The rapid adoption of DevOps practices in the enterprise has forced a lot of CISOs to rethink their security play books.
Gone are the days of testing for security once software engineers are done developing a piece of software. With rapid iterations and continuous delivery of software there is no "done" anymore. Additionally, the fast-paced DevOps model gives engineers the power to provision their own development environments, code, run testing and push code all from a single seat. This blurring of IT roles raises separation of duty anxieties to the Nth degree for the uninitiated CISO.
These issues aren't insurmountable.

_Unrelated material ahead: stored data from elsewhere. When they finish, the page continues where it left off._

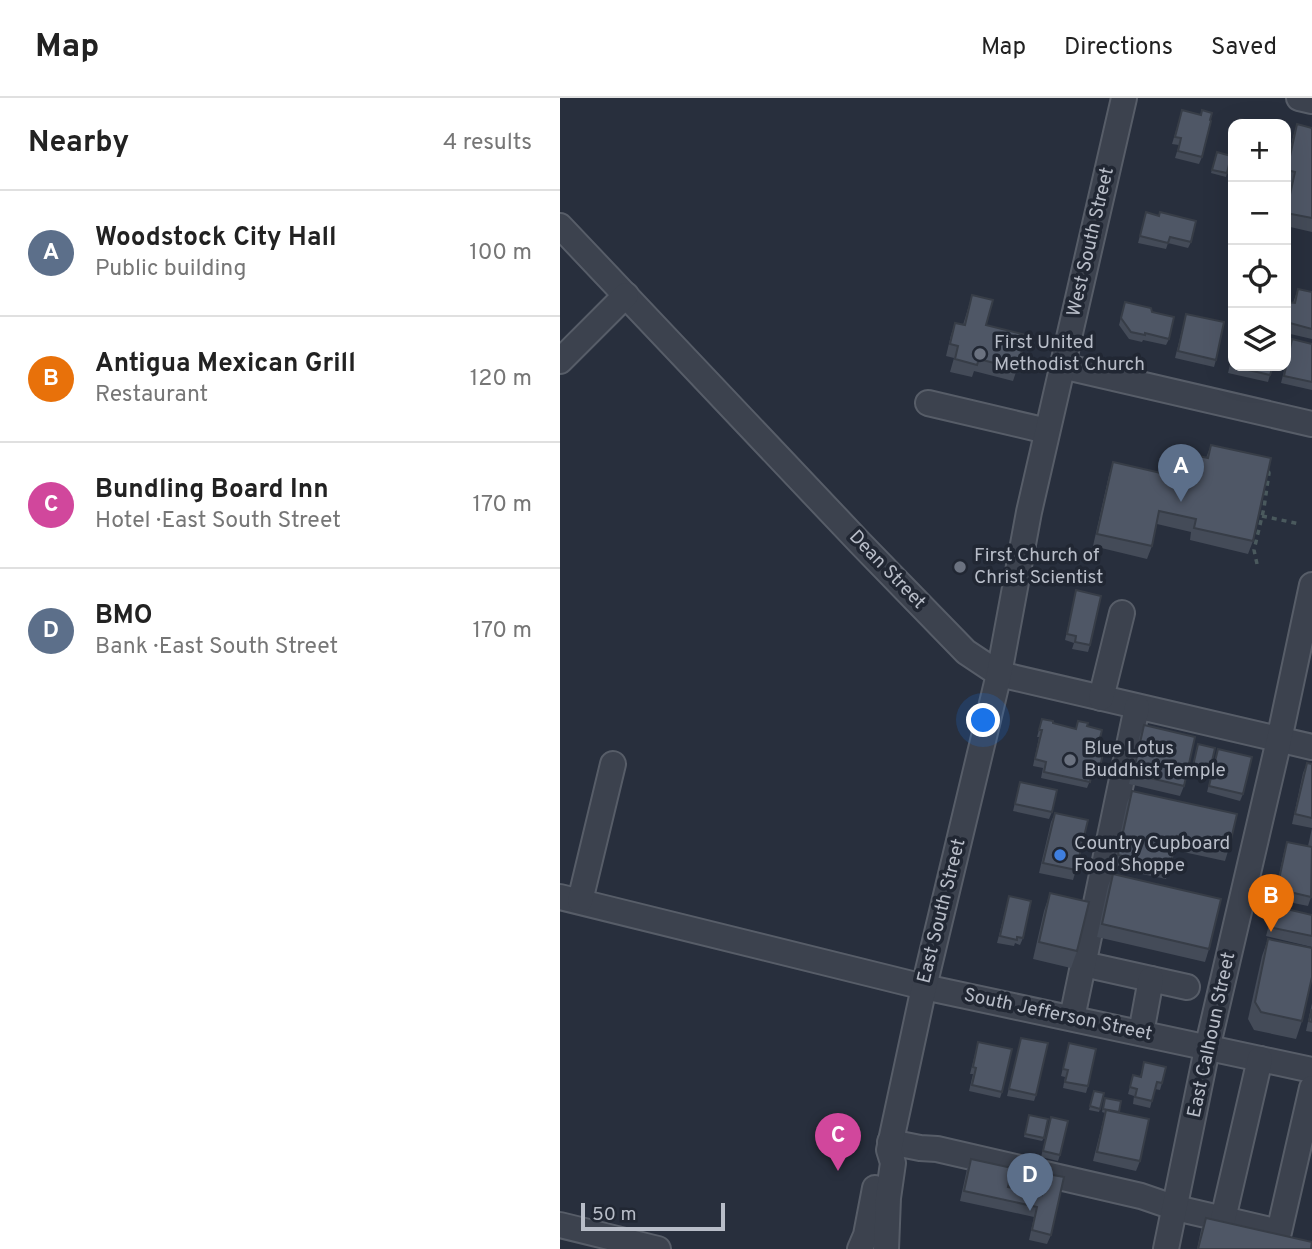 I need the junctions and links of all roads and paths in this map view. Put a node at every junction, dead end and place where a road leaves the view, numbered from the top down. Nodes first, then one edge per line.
1 (1124, 98) edge
2 (1299, 98) edge
3 (1312, 101) edge
4 (560, 226) edge
5 (626, 295) junction
6 (560, 361) edge
7 (1062, 366) junction
8 (928, 403) dead end
9 (1312, 424) edge
10 (1048, 431) junction
11 (1267, 468) edge
12 (1259, 516) junction
13 (1300, 524) dead end
14 (1256, 564) dead end
15 (1312, 586) edge
16 (1122, 613) dead end
17 (999, 674) junction
18 (1101, 698) junction
19 (1138, 707) junction
20 (1279, 740) junction
21 (1312, 747) edge
22 (613, 764) dead end
23 (570, 899) edge
24 (1097, 967) dead end
25 (1151, 979) junction
26 (924, 986) junction
27 (1187, 987) dead end
28 (1072, 1018) junction
29 (1141, 1033) junction
30 (1207, 1049) junction
31 (1260, 1059) junction
32 (1312, 1070) edge
33 (1312, 1088) edge
34 (890, 1146) junction
35 (1176, 1208) junction
36 (1223, 1219) junction
37 (560, 1225) edge
38 (658, 1249) edge
39 (860, 1249) edge
40 (886, 1249) edge
41 (1166, 1249) edge

1 - 7 street, West South Street
2 - 3 street
4 - 5 street, Dean Street
5 - 6 street
5 - 17 street, Dean Street
7 - 9 street
7 - 10 street, West South Street
8 - 10 street
10 - 17 street, West South Street
11 - 12 path
12 - 13 path
12 - 14 path
15 - 20 street, East Calhoun Street
16 - 18 street
17 - 18 street, Dean Street
17 - 26 street, East South Street
18 - 19 street, Dean Street
19 - 20 street, Dean Street
19 - 28 street
20 - 21 street, Dean Street
20 - 30 street, East Calhoun Street
22 - 23 street
23 - 26 street, South Jefferson Street
24 - 25 street
25 - 27 street
25 - 29 street
26 - 28 street, South Jefferson Street
26 - 34 street, East South Street
28 - 29 street, South Jefferson Street
29 - 30 street, South Jefferson Street
30 - 31 street, South Jefferson Street
30 - 35 street, East Calhoun Street
31 - 32 street, South Jefferson Street
31 - 36 street
33 - 36 street
34 - 35 street
34 - 39 street, East South Street
34 - 40 street, East South Street
35 - 36 street
35 - 41 street, East Calhoun Street
37 - 38 street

They just require security leaders to get creative--and to flip their mentalities about security objectives and how they're achieved.
"Your participation in a DevOps team means you need to fit into DevOps, not the other way around," says Adrian Lane, analyst and CTO at Securosis. " If you’re going to work in a DevOps environment, you’re going to need to understand what it is, and how it works."

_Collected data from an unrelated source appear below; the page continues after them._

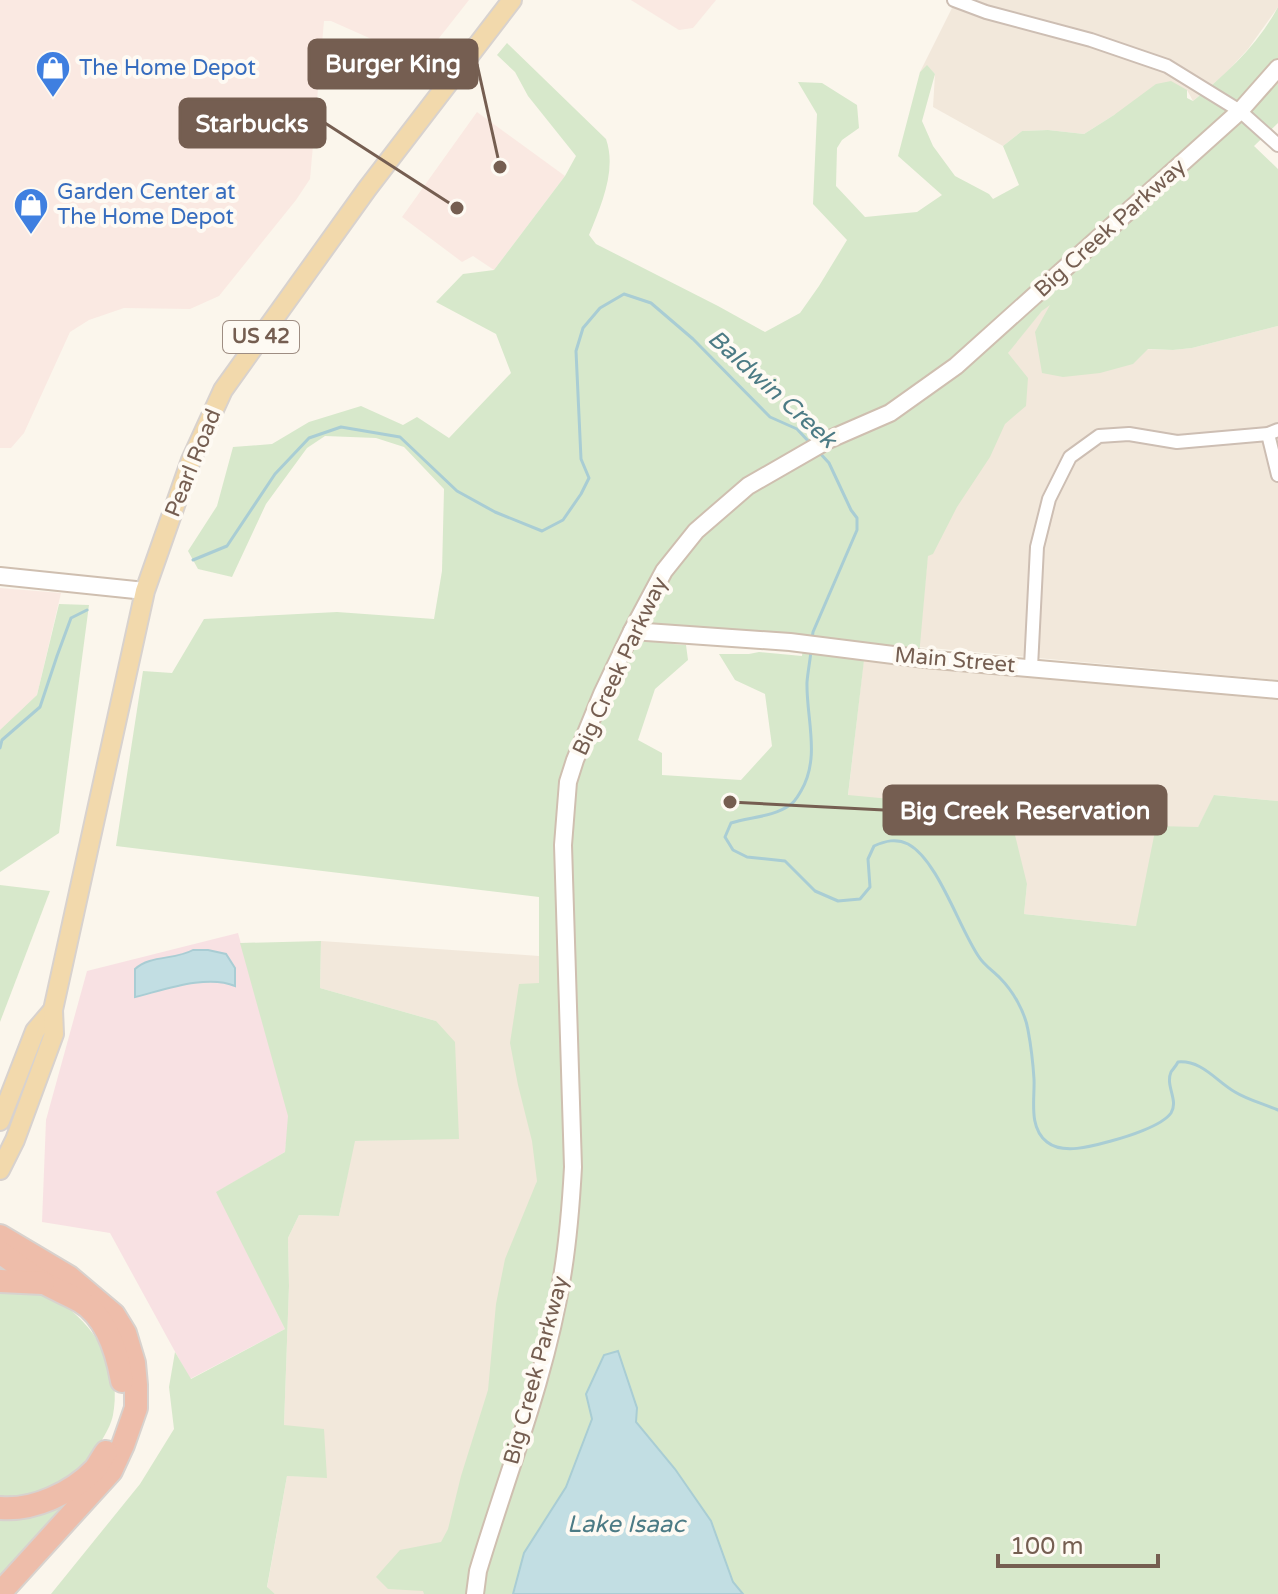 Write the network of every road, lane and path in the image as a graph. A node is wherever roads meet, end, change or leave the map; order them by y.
1 (512, 0) edge
2 (954, 0) edge
3 (1278, 68) edge
4 (1240, 111) junction
5 (1278, 145) edge
6 (1273, 432) edge
7 (1278, 475) edge
8 (0, 576) edge
9 (145, 591) junction
10 (632, 631) junction
11 (1031, 667) junction
12 (1278, 685) edge
13 (53, 1010) junction
14 (0, 1121) edge
15 (0, 1170) edge
16 (0, 1236) edge
17 (0, 1252) edge
18 (0, 1281) edge
19 (45, 1283) junction
20 (0, 1508) edge
21 (0, 1593) edge
22 (475, 1594) edge

1 - 9 main road, Pearl Road / US 42
2 - 4 street
3 - 4 street, Big Creek Parkway
4 - 5 street
4 - 10 street, Big Creek Parkway
6 - 7 street
6 - 11 street
8 - 9 street
9 - 13 main road, Pearl Road / US 42
10 - 11 street, Main Street
10 - 22 street, Big Creek Parkway
11 - 12 street, Main Street
13 - 14 main road, Pearl Road / US 42
13 - 15 main road, Pearl Road / US 42
16 - 21 highway
17 - 19 highway
18 - 19 highway
19 - 20 highway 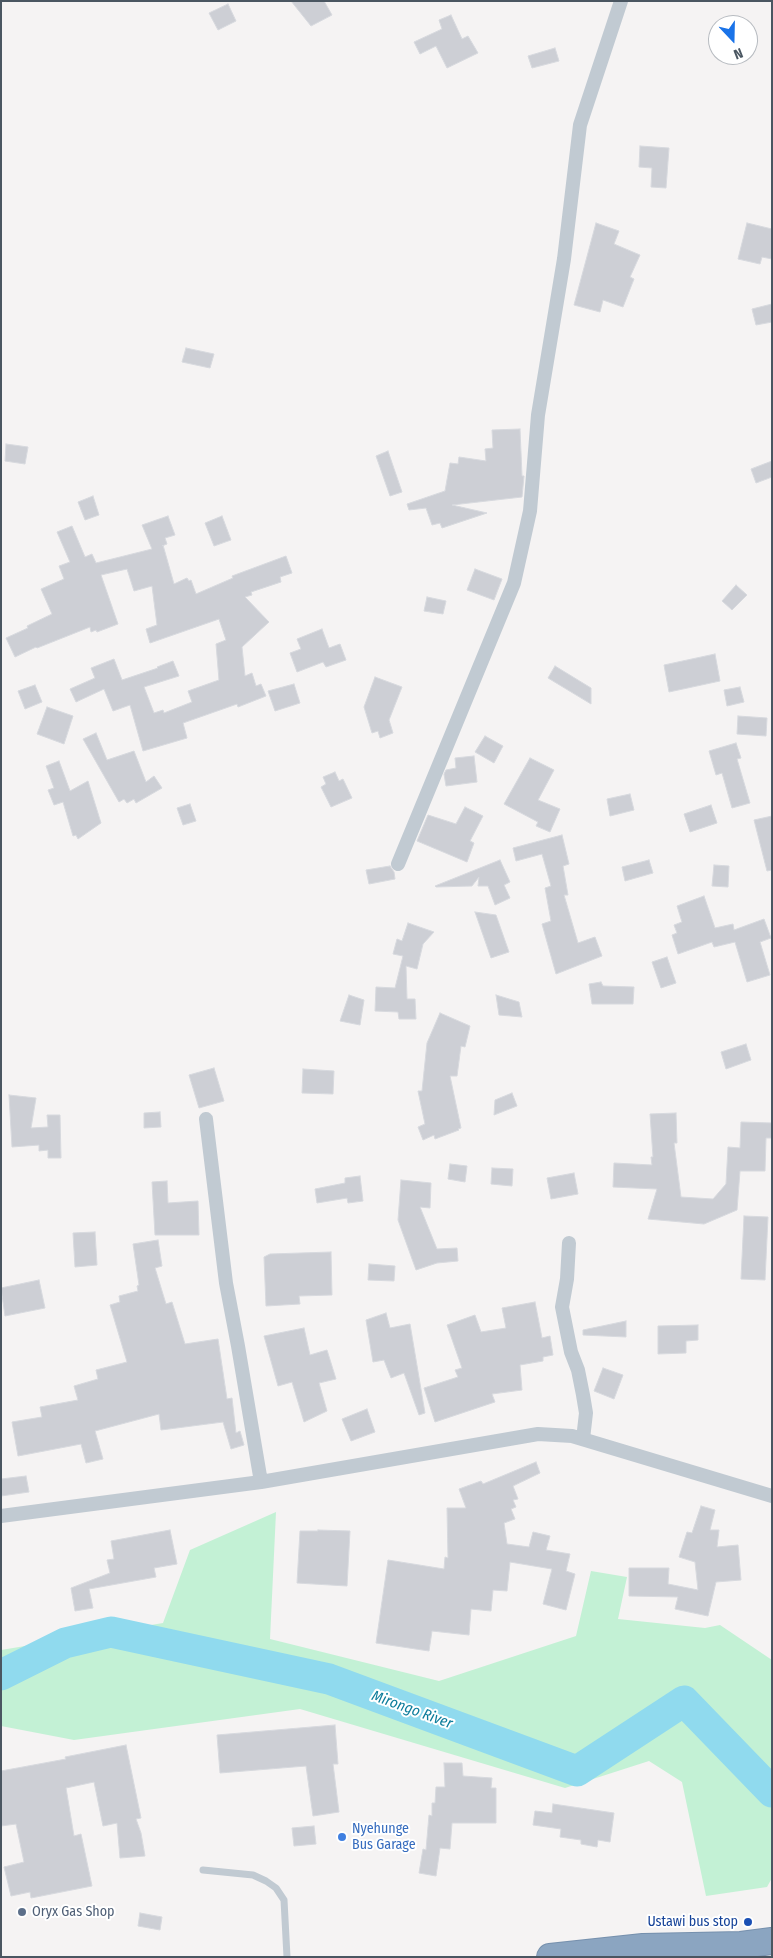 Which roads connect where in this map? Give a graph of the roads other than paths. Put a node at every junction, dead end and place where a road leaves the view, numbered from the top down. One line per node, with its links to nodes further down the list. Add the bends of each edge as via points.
1 (621, 1): 2 (street, via 580,125 564,259 538,415 530,511 514,583)
2 (398, 864)
3 (206, 1118): 6 (street, via 226,1283)
4 (569, 1243): 5 (street, via 562,1307 586,1413)
5 (582, 1439): 6 (street, via 538,1434); 7 (street)
6 (261, 1482): 8 (street)
7 (772, 1496)
8 (1, 1516)
9 (203, 1870): 13 (lane, via 253,1875 276,1888 284,1900)
10 (772, 1940): 11 (highway)
11 (741, 1951): 12 (highway, via 644,1946)
12 (563, 1956)
13 (287, 1957)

And one of the fastest ways to accomplish that is to start thinking of how security policies and practices impact the developer. To get you started, here are some things that developers wish CISOs understood about DevOps.
Software engineers don't have some secret aversion to security. It's just that for so long now the tools CISOs give them to test for and remediate vulnerabilities stick out like a square peg in the round hole of the developer's workflow.

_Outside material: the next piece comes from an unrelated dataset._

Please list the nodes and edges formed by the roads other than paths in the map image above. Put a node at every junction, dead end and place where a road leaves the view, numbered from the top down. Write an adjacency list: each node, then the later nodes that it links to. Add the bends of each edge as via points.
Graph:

"Security tools don’t easily integrate with classic development tools and processes, often flood development task queues with unintelligible findings, and lack development-centric filters to help developers prioritize," writes Lane. "Worse, security platforms and the security professionals who recommended them have been difficult to work with – often failing to offer API-layer integration support."
In the super-automated world of DevOps, that kind of mismatch simply won't fly anymore. Release cycles are too rapid and line-of-business leaders are too dependent on this agility to weight DevOps teams down with unwieldy testing tools and processes. CISOs will need to do the hard work of streamlining testing so that it fits seamlessly within the DevOps tool chain and workflow.
Speaking of speed, software engineers wish that their CISOs didn't fear it so. The truth is that the speed of deployment through DevOps can actually be a huge benefit to security teams once they buy into it. When developers are making smaller changes faster, it makes it much easier to quickly remediate security issues when they come up.
"The rate at which issues can be detected, responded to, and remediated will be 30 times greater or more," explains Ed Bellis, former CISO of Orbitz and current CTO of Kenna Security. "When my organization is deploying tens or even hundreds of times per day, I can react and fix issues faster and have much smaller windows of exposure."
One of the misconceptions CISOs have about DevOps teams is that devs operating in these environments are modern IT cowboys, hell bent on destroying perfectly good mechanisms for separation of duties. The truth is, developers are just trying to get their jobs done as efficiently as possible. And they're doing so with a set of automated tools that promotes accountability through constant measurement and automatic enforcement of policies and approvals rather than the old manual processes.
Rather than fixating on old methods, CISOs should instead examine (with an open mind) how the DevOps tool chain automates a lot of the process for things like provisioning and pushing code. What they'll find is that these tools often actually offer a better audit trail and more opportunities for enforcing separation of duties than what they depended on before.
"It is my belief that our industry needs to get better at having our systems embody the processes rather than just writing the processes down," says James Wickett, senior engineer at Signal Sciences Corp and creator of Gauntlt, an open-source security testing tool . "The benefits are huge: outliers are easier to detect, more people adhere to the process and generally people are happier. We need to make it easy to go faster and safer."
Like it or not, DevOps engineers scoff at your lofty security road maps. The whole DevOps ethos is centered around incremental improvements and the flexibility to adjust quickly to changing business conditions. Intricate, multi-year road maps promote neither. According to Forrester analyst Amy DeMartine, security leaders need to dump the complicated road map and instead focus on a broad vision that includes a few measurable objectives to work toward through incremental improvement.
Doing so makes the same shift that the rest of the IT team made when shifting away from waterfall development's big-bang mentality.
One of the biggest goals of DevOps is to minimize the amount of rework done by developers, because it takes a lot fewer resources to get a project done right the first time around than to go back and fix things after the fact.
"In order to maximize flow and minimize rework, everyone must focus on creating 'quality at the source,'" says Gene Kim, author of The Phoenix Project.
A lot of today's vulnerability management problems eventually come down to the fact that application security issues have primarily been left to be fixed after all the development work has been done. DevOps provides a great opportunity for CISOs to insert requirements into development cycles before a single line of code is written. The better security teams can embed these requirements at story and in the design or architecture, the more friends they'll make amongst developers.